The player starts the game as a prisoner of the Empire on their way to a public execution in the town of Helgen. They learn a little about the rebellion tearing Skyrim apart, as well as the religious conflict that started this whole mess. The Imperials are so callous and exhausted that one of their captains dispenses with due process and sentences the player to death.

Then a dragon shows up and sets Helgen on fire. You flee into the caverns beneath the city with one of two companions before you escape and get your first taste of the open world.

We're keeping the intro as is--the cart ride, the dragon showing up, spelunking with your friend of choice, etc. Perhaps we should start the game with a prettier vista that better showcases Skyrim's fantastic world design, but we're keeping everything else. Even the player's choice to escape with Hadvar, an Imperial officer, makes some sense. He's decent toward you despite your status as a convict and drops his grudges toward the rebels once the dragon shows up. Hadvar even considers teaming up with a group of Stormcloaks to escape the city.

I know many people find the introduction boring, but I think it manages to deliver a lot of necessary exposition and set up a number of interesting questions without being ham-handed. The introduction provides some good characterization for both the Imperials and the Stormcloaks. It even introduces Alduin in a cinematic cutscene that looks natural in the Gamebryo Engine (which doesn't last, but we'll get there.)
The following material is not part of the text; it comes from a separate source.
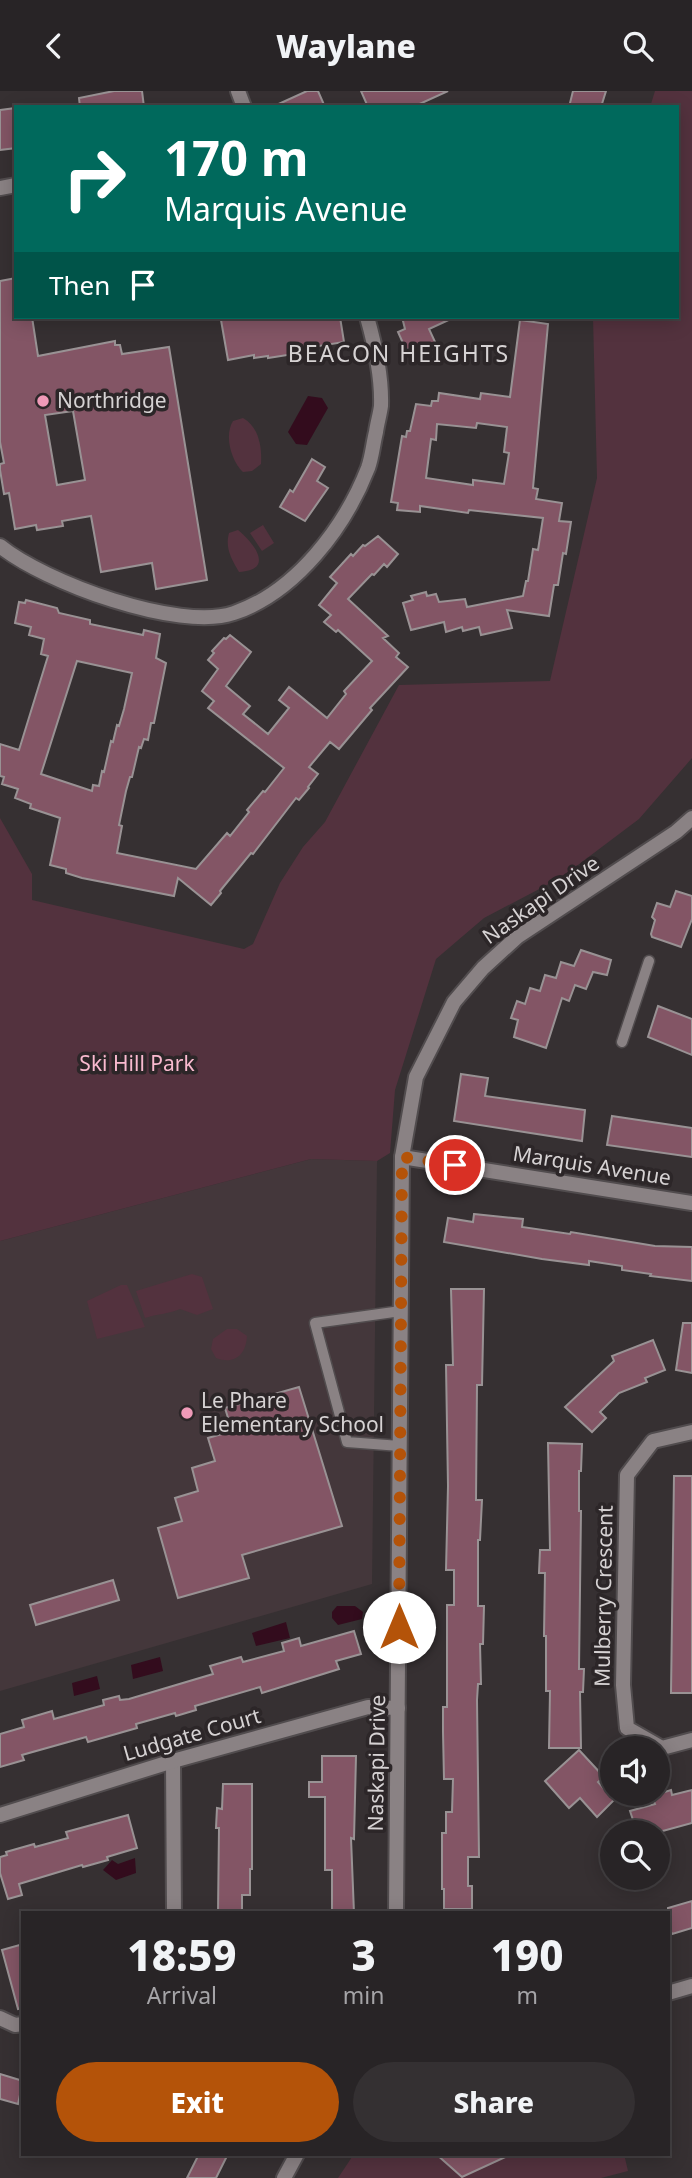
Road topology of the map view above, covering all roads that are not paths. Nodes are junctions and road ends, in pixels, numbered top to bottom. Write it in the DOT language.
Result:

Part of the reason I think the introduction gets a lot of criticism is because of everything that comes after it. Once you've done a few quests and start to realize the main plot is going nowhere, it becomes much harder to enjoy. You know many of the various aspects of the world the game is introducing will have no interesting payoffs. Once the player loses trust that the story will be worthwhile, the otherwise forgivable limitations of the game's storytelling--the awkward voice acting, the limited number of NPCS, the stiff facial animation--become more irritating than they usually are.

Defining the Dragonborn

The player eventually meets up with their chosen companion in the small town of Riverwood. They meet one of the townsfolk (either Alvor or Gerdur, based on your choice in the intro) and explain what happened at Helgen.

Before we go on, we need to talk about self-inserts. From this point I will be referring to the player themselves as separate from the player character, who I will call the Dragonborn.

I've heard the assertion that blank slate protagonists in games are outdated and that main characters entirely separate from the player are inherently better at conveying characterization. While this may be true for some games, its not a universal rule.

Having a main character who is their own person allows for a more complex protagonist, but that complexity is not always necessary for a functional story. Both Gordon Freeman and Chell (from the Half Life and Portal games respectively) have received critical acclaim despite having no real character traits separate from those of the player. If Fallout 4's botched attempt at a voiced protagonist is anything to go by, its that simple characterization is much better than inconsistent characterization.

So what's the difference between a compelling blank-slate protagonist and a bland one? What separates Gordon Freeman from the Dragonborn?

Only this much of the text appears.